▶ [Work to be completed]: Across the entries that follow, count each line holding "column" and state the total alone.

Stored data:
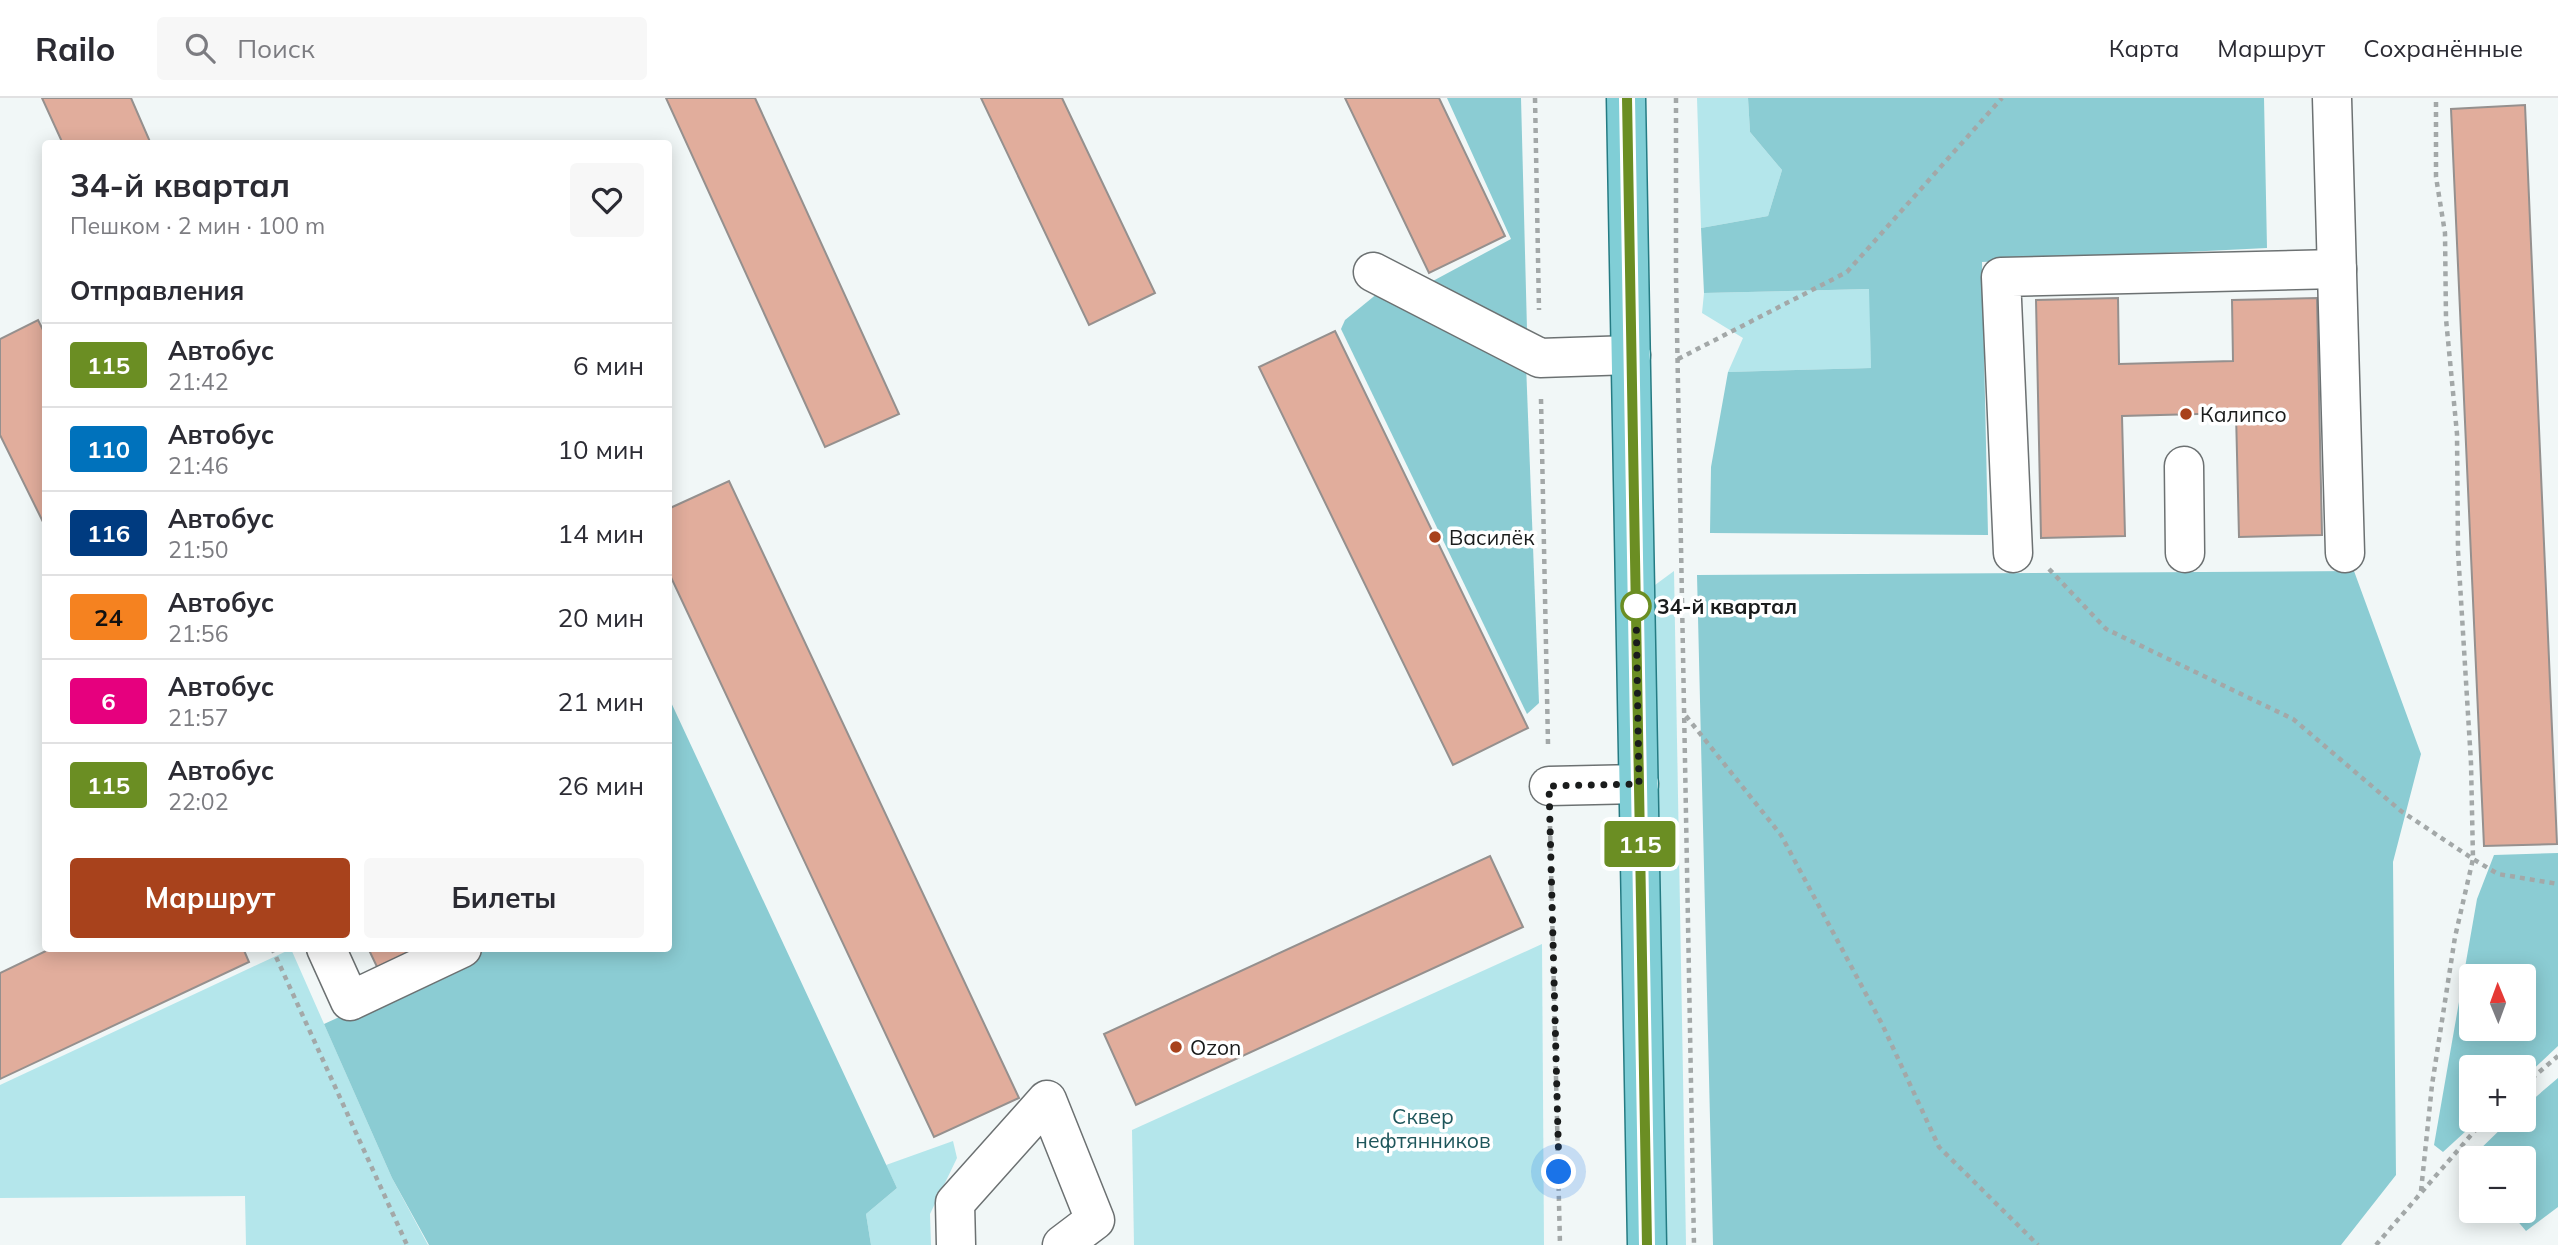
<!DOCTYPE html>
<html lang="ru">
<meta charset="utf-8">
<style>
body{margin:0;font-family:Mulish,sans-serif;background:#f7f7f7;color:#2b2b33;height:100vh;display:flex;flex-direction:column;font-size:26px;white-space:nowrap}
*{box-sizing:border-box;margin:0}
p{font-size:23px;color:#7c7c81}
.icon{flex:none;width:38px;height:38px;fill:none;stroke:currentColor;stroke-width:2;stroke-linecap:round;stroke-linejoin:round}
.map{position:relative;flex:1;overflow:hidden}
.side{position:absolute;left:42px;top:42px;width:630px;height:812px;display:flex;flex-direction:column;background:#fff;border-radius:7px;box-shadow:0 4px 18px #0003}
.side>*{flex:none}
.badge{padding:0 14px;border-radius:5px;font-size:24px;line-height:46px}
.needle{width:46px;rotate:359deg}
.controls{position:absolute;left:2459px;top:866px;display:grid;gap:14px}
.controls a{display:grid;place-items:center;width:77px;height:77px;border-radius:7px;background:#fff;box-shadow:0 4px 18px #0003;font-size:35px}
.you{position:absolute;width:35px;height:35px;margin:-18px;border:5px solid #fff;border-radius:50%;background:#1a73e8;box-shadow:0 0 0 10px #1a73e833}
.map>.badge{position:absolute;translate:-50% -50%;box-shadow:0 0 0 4px #fff}
h2{padding:0 28px;font-size:26px;line-height:63px}
.round{display:grid;place-items:center;flex:none;width:74px;height:74px;border-radius:7px;background:#f7f7f7}
.head{display:flex;align-items:center;justify-content:space-between;height:119px;padding:0 28px}
h1{font-size:33px;font-weight:700;line-height:52px}
.button{display:flex;gap:14px;margin-top:auto;padding:14px 28px}
.button a{flex:1;height:80px;border-radius:7px;background:#a8421c;color:#fff;font-size:28px;font-weight:700;line-height:80px;text-align:center}
.button a+a{background:#f7f7f7;color:#2b2b33}
ul{padding:0;list-style:none}
li{display:flex;align-items:center;gap:21px;height:84px;padding:0 28px;border-top:2px solid #e1e1e2}
li div{flex:1}
li b{display:block;font-size:26px}
li em{font-style:normal}
li .badge{min-width:77px;font-weight:700;text-align:center}
header{display:flex;align-items:center;gap:42px;box-sizing:border-box;height:98px;padding:0 35px;background:#fff;border-bottom:2px solid #e1e1e2}
header strong{font-size:33px}
nav{display:flex;gap:38px;margin-inline-start:auto;font-size:24px}
.search{width:490px;height:63px;background:#f7f7f7;display:flex;align-items:center;gap:18px;box-sizing:border-box;padding:0 24px;border-radius:7px;color:#7c7c81;font-size:26px}
.map>svg:first-child{display:block}
.green{fill:#b4e6eb}
.forest{fill:#8bccd3;fill-rule:evenodd}
.building{fill:#e1ad9c;stroke:#95908e;stroke-width:2}
.lines{fill:none;stroke-linecap:round;stroke-linejoin:round}
.minor-casing{stroke:#6c7172;stroke-width:41}
.major-casing{stroke:#257b83;stroke-width:41}
.path{stroke:#a3a8a8;stroke-width:4.5;stroke-dasharray:5 5;stroke-linecap:butt}
.minor{stroke:#fff;stroke-width:38}
.major{stroke:#80ced6;stroke-width:38}
.line-casing{stroke:#fff;stroke-width:16}
.line{stroke:#6b8e23;stroke-width:10}
.walk{stroke:#1a1c1c;stroke-width:7;stroke-dasharray:0 12.6}
.poi-dot{fill:#a8421c;stroke:#fff;stroke-width:2.5}
.stop-dot{fill:#fff;stroke:#6b8e23;stroke-width:3.5}
.labels{text-anchor:middle;dominant-baseline:central;stroke-width:7;stroke-linejoin:round;paint-order:stroke}
.poi-label{font-size:21px;fill:#1a1c1c;stroke:#fff;text-anchor:start}
.stop-label{font-size:21px;font-weight:bold;fill:#1a1c1c;stroke:#fff;text-anchor:start}
.park-label{font-size:21px;fill:#1e565b;stroke:#fff}
</style>
<header>
<strong>Railo</strong>
<div class="search"><svg class="icon" aria-label="search" viewBox="0 0 24 24"><circle cx="10" cy="10" r="6"/><path d="M15 15l6 6"/></svg>Поиск</div>
<nav><a>Карта</a><a>Маршрут</a><a>Сохранённые</a></nav>
</header>
<div class="map">
<svg width="2558" height="1147" viewBox="0 0 2558 1147">
<rect width="100%" height="100%" fill="#f1f7f7"/>
<!-- green -->
<g class="green">
<polygon points="1697,0 1748,0 1750,34 1782,72 1768,118 1701,130"/>
<polygon points="1870,191 1871,270 1728,274 1743,240 1702,215 1704,195"/>
<polygon points="1674,473 1686,1147 1659,1147 1647,501 1655,487"/>
<polygon points="1542,846 1544,1147 1134,1147 1132,1032"/>
<polygon points="291,851 392,1080 428,1147 246,1147 245,1098 0,1100 0,987"/>
<polygon points="953,1043 957,1060 930,1116 931,1147 871,1147 866,1116 897,1090 886,1067"/>
</g>
<!-- forest -->
<g class="forest">
<polygon points="1447,0 1521,0 1527,232 1431,184 1511,141"/>
<polygon points="1748,0 2264,0 2267,150 1982,164 1988,437 1710,435 1711,369 1728,274 1871,270 1869,191 1704,195 1701,130 1768,118 1782,72 1750,34"/>
<polygon points="1378,195 1526,266 1539,605 1527,616 1341,231 1345,222"/>
<polygon points="2354,473 2421,656 2393,764 2396,1077 2341,1147 1713,1147 1697,477"/>
<polygon points="669,600 897,1090 866,1116 871,1147 429,1147 392,1080 324,926 488,851 668,850"/>
<path d="M 2558,755 L 2558,948 L 2524,980 L 2524,970 L 2471,970 L 2471,1022 L 2478,1022 L 2443,1054 L 2434,1047 L 2477,801 L 2494,757 ZM 2471,878 L 2524,878 L 2524,931 L 2471,931 Z"/>
<polygon points="2558,980 2558,1109 2526,1133 2509,1113 2524,1113 2524,1060 2471,1060 2510,1022 2524,1022 2524,1009"/>
</g>
<!-- building -->
<g class="building">
<polygon points="42,0 131,0 151,46 63,46"/>
<polygon points="666,0 755,0 899,316 825,349"/>
<polygon points="981,0 1062,0 1155,195 1089,227"/>
<polygon points="1345,0 1439,0 1505,138 1429,175"/>
<polygon points="2525,7 2557,746 2484,748 2451,11"/>
<polygon points="2118,200 2119,266 2233,263 2232,202 2317,200 2322,437 2239,439 2236,315 2122,318 2125,438 2041,440 2036,202"/>
<polygon points="38,222 46,238 46,430 0,337 0,241"/>
<polygon points="1335,233 1528,630 1453,667 1259,269"/>
<polygon points="729,383 1019,1000 934,1039 668,473 668,411"/>
<polygon points="1490,758 1523,829 1136,1007 1104,936"/>
<polygon points="52,850 243,850 249,864 0,981 0,875"/>
<polygon points="368,850 421,850 378,871"/>
</g>
<g class="lines">
<!-- minor casing -->
<g class="minor-casing">
<g id="minor">
<polyline points="2332,0 2345,455"/>
<polyline points="1373,174 1540,260 1631,257"/>
<polyline points="2184,368 2185,455"/>
<polyline points="2013,455 2001,179 2337,171"/>
<polyline points="1549,688 1639,686"/>
<polyline points="326,850 350,903 462,850"/>
<polyline points="956,1147 955,1105 1047,1002 1095,1122 1062,1147"/>
</g>
</g>
<!-- major casing -->
<g class="major-casing">
<polyline id="major" points="1626,0 1647,1147"/>
</g>
<!-- path -->
<g class="path">
<polyline points="1535,0 1539,212"/>
<polyline points="1676,0 1676,179 1694,1147"/>
<polyline points="1678,261 1847,174 2002,0"/>
<polyline points="1541,301 1548,646"/>
<polyline points="2049,471 2106,531 2293,621 2401,713 2473,761 2498,776 2558,786"/>
<polyline points="1686,618 1781,737 1882,926 1939,1049 2038,1147"/>
<polyline points="1550,728 1560,1147"/>
<polyline points="272,850 407,1147"/>
<polyline points="2524,987 2558,958"/>
<polyline points="2421,1093 2432,987 2455,839 2473,761 2471,665 2458,453 2457,336 2446,221 2445,135 2436,79 2436,0"/>
<polyline points="2376,1147 2484,1022"/>
</g>
<!-- minor -->
<use href="#minor" class="minor"/>
<!-- major -->
<use href="#major" class="major"/>
</g>
<g class="lines">
<!-- line casing -->
<g class="line-casing">
<polyline id="line" points="1627,0 1647,1147"/>
</g>
<!-- line -->
<use href="#line" class="line"/>
<!-- walk -->
<polyline class="walk" points="1559,1074 1549,688 1639,686 1636,508"/>
</g>
<!-- markers -->
<g class="poi-dot">
<circle cx="2186" cy="316" r="7"/>
<circle cx="1435" cy="439" r="7"/>
<circle cx="1176" cy="949" r="7"/>
</g>
<circle class="stop-dot" cx="1636" cy="508" r="14"/>
<g class="labels">
<!-- poi labels -->
<g class="poi-label">
<text x="2200" y="316">Калипсо</text>
<text x="1449" y="439">Василёк</text>
<text x="1190" y="949">Ozon</text>
</g>
<!-- stop labels -->
<g class="stop-label">
<text x="1657" y="508">34-й квартал</text>
</g>
<!-- park labels -->
<g class="park-label">
<text x="1423" y="1018">Сквер<tspan x="1423" dy="24">нефтянников</tspan></text>
</g>
</g>
</svg>
<div class="controls">
<a><svg class="needle" viewBox="-14 -14 28 28"><path d="M0-13l5 13h-10z" fill="#e53935"/><path d="M0 13l5-13h-10z" fill="#7c7c81"/></svg></a>
<a>+</a>
<a>−</a>
</div>
<div class="you" style="left:1559px;top:1074px"></div>
<b class="badge" style="left:1640px;top:746px;background:#6b8e23;color:#fff">115</b>
<section class="side">
<div class="head"><div><h1>34-й квартал</h1><p>Пешком · 2 мин · 100 m</p></div><a class="round"><svg class="icon" aria-label="heart" viewBox="0 0 24 24"><path d="M12 20l-8-8c-3-5 5-10 8-4 3-6 11-1 8 4z"/></svg></a></div>
<h2>Отправления</h2>
<ul>
<li><span class="badge" style="background:#6b8e23;color:#fff">115</span><div><b>Автобус</b><p>21:42</p></div><em>6 мин</em></li>
<li><span class="badge" style="background:#0072bc;color:#fff">110</span><div><b>Автобус</b><p>21:46</p></div><em>10 мин</em></li>
<li><span class="badge" style="background:#003b80;color:#fff">116</span><div><b>Автобус</b><p>21:50</p></div><em>14 мин</em></li>
<li><span class="badge" style="background:#f58220;color:#111">24</span><div><b>Автобус</b><p>21:56</p></div><em>20 мин</em></li>
<li><span class="badge" style="background:#e6007e;color:#fff">6</span><div><b>Автобус</b><p>21:57</p></div><em>21 мин</em></li>
<li><span class="badge" style="background:#6b8e23;color:#fff">115</span><div><b>Автобус</b><p>22:02</p></div><em>26 мин</em></li>
</ul>
<div class="button"><a>Маршрут</a><a>Билеты</a></div>
</section>
</div>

▶ [Answer space]: 2